#### Source data

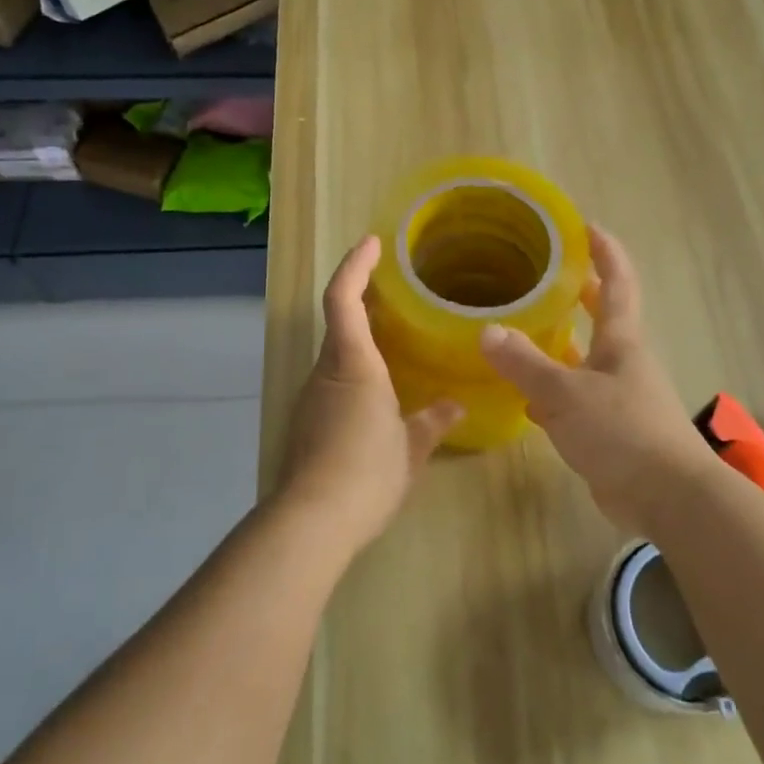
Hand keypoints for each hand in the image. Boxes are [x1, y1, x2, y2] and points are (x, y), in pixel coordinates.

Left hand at [279, 235, 462, 548]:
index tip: (373, 243)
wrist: (313, 520)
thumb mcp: (411, 448)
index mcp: (354, 364)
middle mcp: (327, 371)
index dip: (356, 265)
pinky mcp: (308, 422)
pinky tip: (379, 392)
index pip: (344, 298)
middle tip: (397, 290)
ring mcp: (313, 397)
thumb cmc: (367, 472)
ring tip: (396, 340)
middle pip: (339, 321)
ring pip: (337, 352)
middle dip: (362, 298)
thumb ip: (432, 422)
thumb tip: (454, 406)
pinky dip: (356, 370)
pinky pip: (334, 380)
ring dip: (360, 337)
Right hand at [480, 226, 718, 538]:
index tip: (584, 226)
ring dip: (559, 344)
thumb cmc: (622, 431)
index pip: (617, 282)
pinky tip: (525, 399)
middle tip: (546, 274)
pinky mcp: (609, 429)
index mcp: (620, 341)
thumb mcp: (566, 394)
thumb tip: (487, 331)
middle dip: (581, 292)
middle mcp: (622, 361)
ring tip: (521, 331)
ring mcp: (618, 396)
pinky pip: (575, 398)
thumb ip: (525, 364)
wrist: (667, 497)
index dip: (604, 251)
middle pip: (603, 316)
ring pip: (584, 359)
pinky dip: (552, 393)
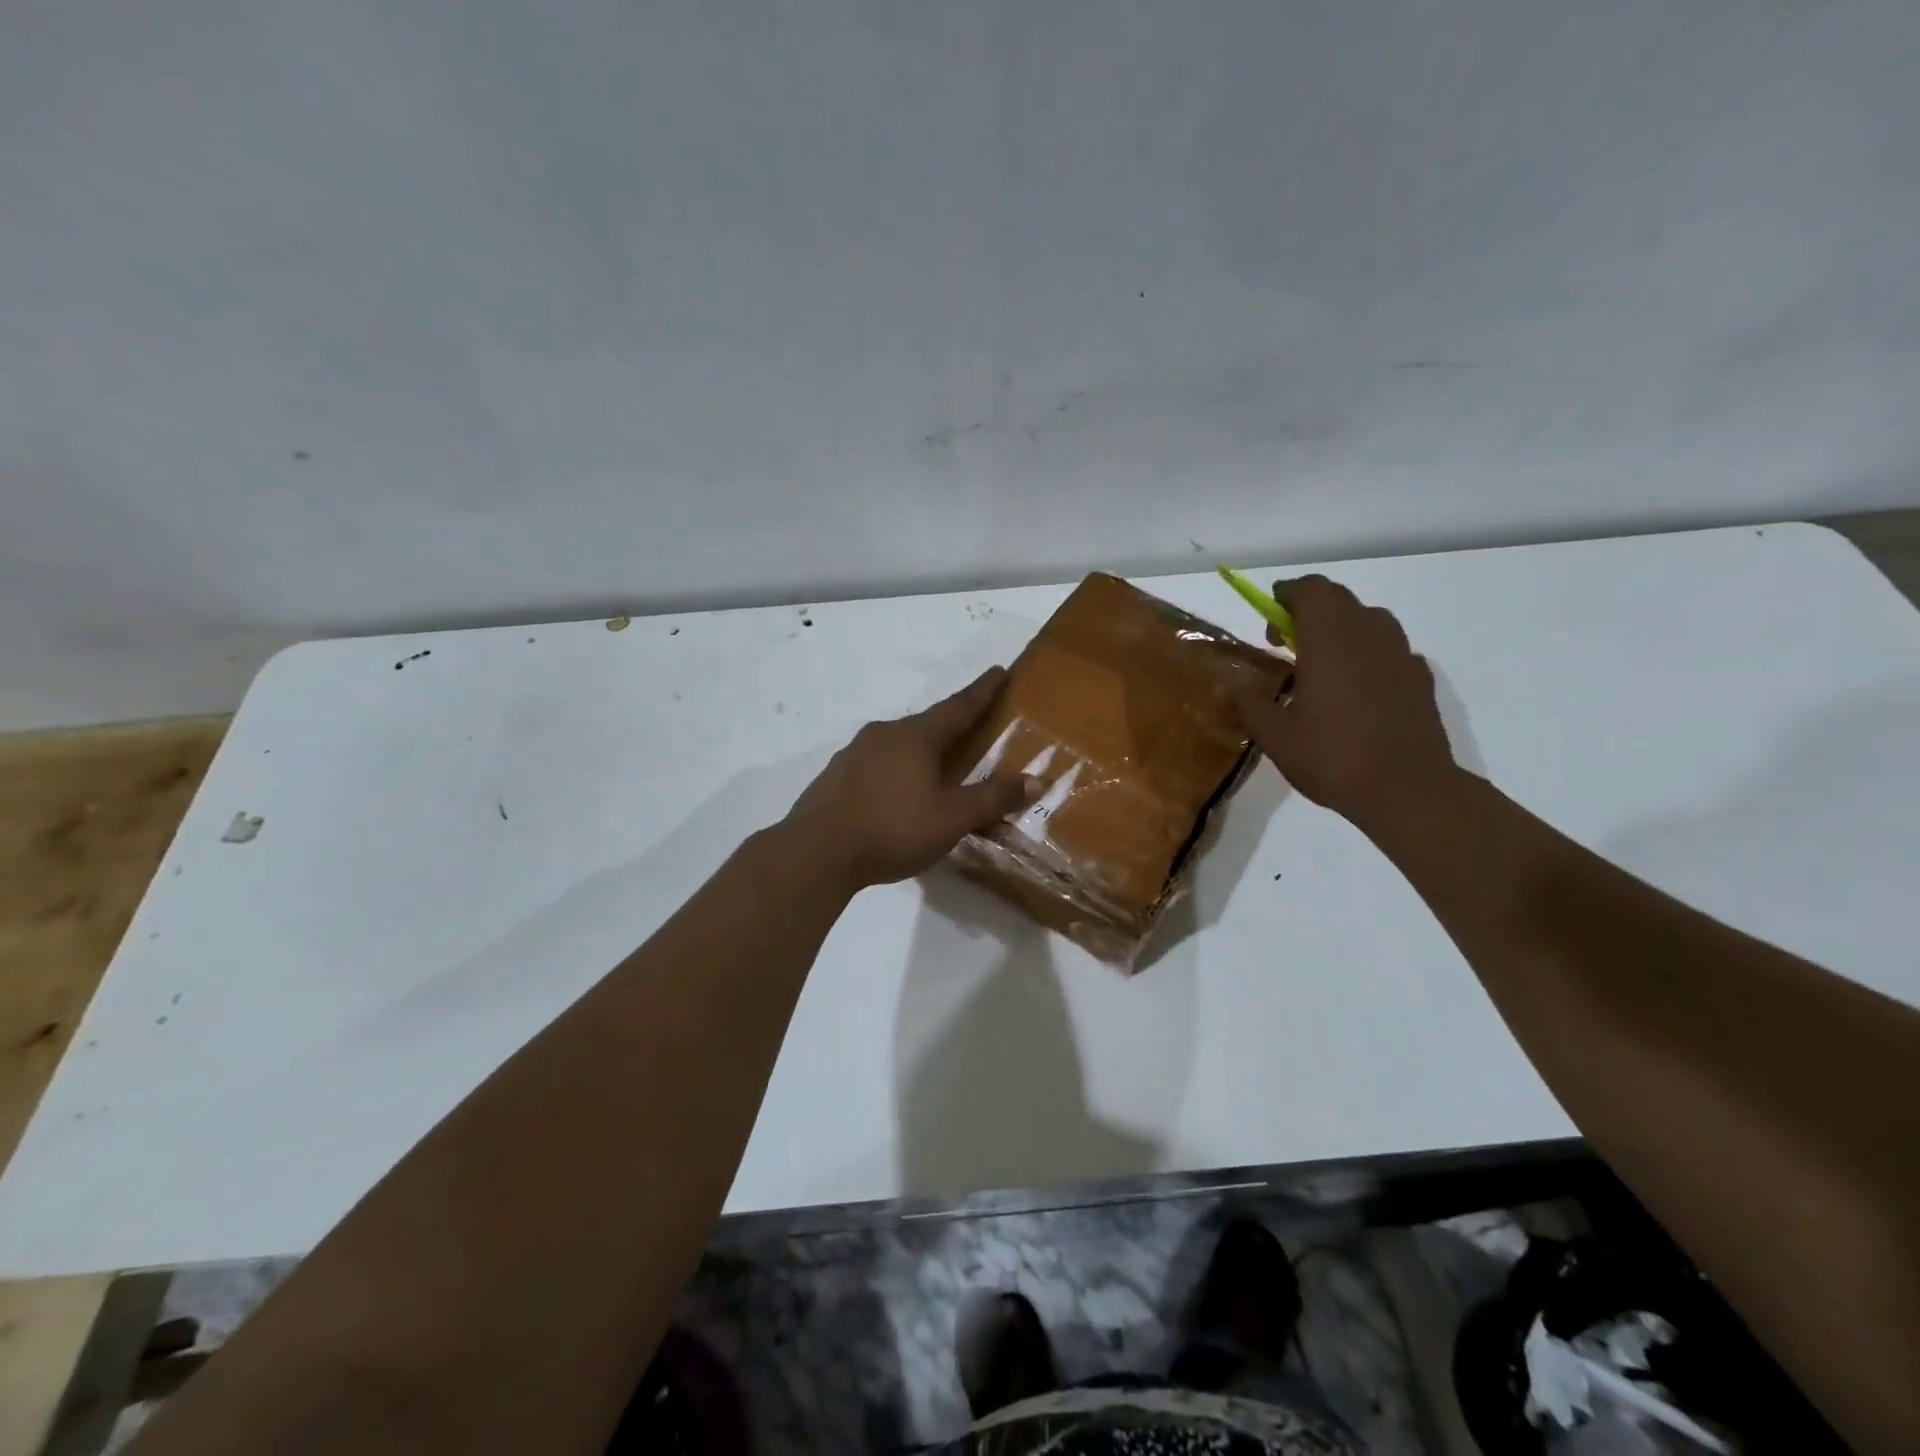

########

- Exercise goal:
Leave out the pictures. Return exactly the lines from the first line of the records to the line bearing "middle dip: (581, 292)", inclusive.

- Task solution:
Hand keypoints for each hand in the image. Boxes are [x1, y1, x2, y2] and points are (x, y), in pixel coordinates.

Left hand at [279, 235, 462, 548]:
index tip: (373, 243)
wrist: (313, 520)
thumb mcp: (411, 448)
index mcp: (354, 364)
middle mcp: (327, 371)
index dip: (356, 265)
pinky mcp: (308, 422)
pinky tip: (379, 392)
index pip: (344, 298)
middle tip: (397, 290)
ring mcp: (313, 397)
thumb cmc: (367, 472)
ring tip: (396, 340)
middle pip: (339, 321)
ring pip: (337, 352)
middle dip: (362, 298)
thumb ip: (432, 422)
thumb tip: (454, 406)
pinky dip: (356, 370)
pinky pip: (334, 380)
ring dip: (360, 337)
Right hand at [480, 226, 718, 538]:
index tip: (584, 226)
ring dip: (559, 344)
thumb cmc: (622, 431)
index pip: (617, 282)
pinky tip: (525, 399)
middle tip: (546, 274)
pinky mcp: (609, 429)
index mcp: (620, 341)
thumb mcp: (566, 394)
thumb tip: (487, 331)
middle dip: (581, 292)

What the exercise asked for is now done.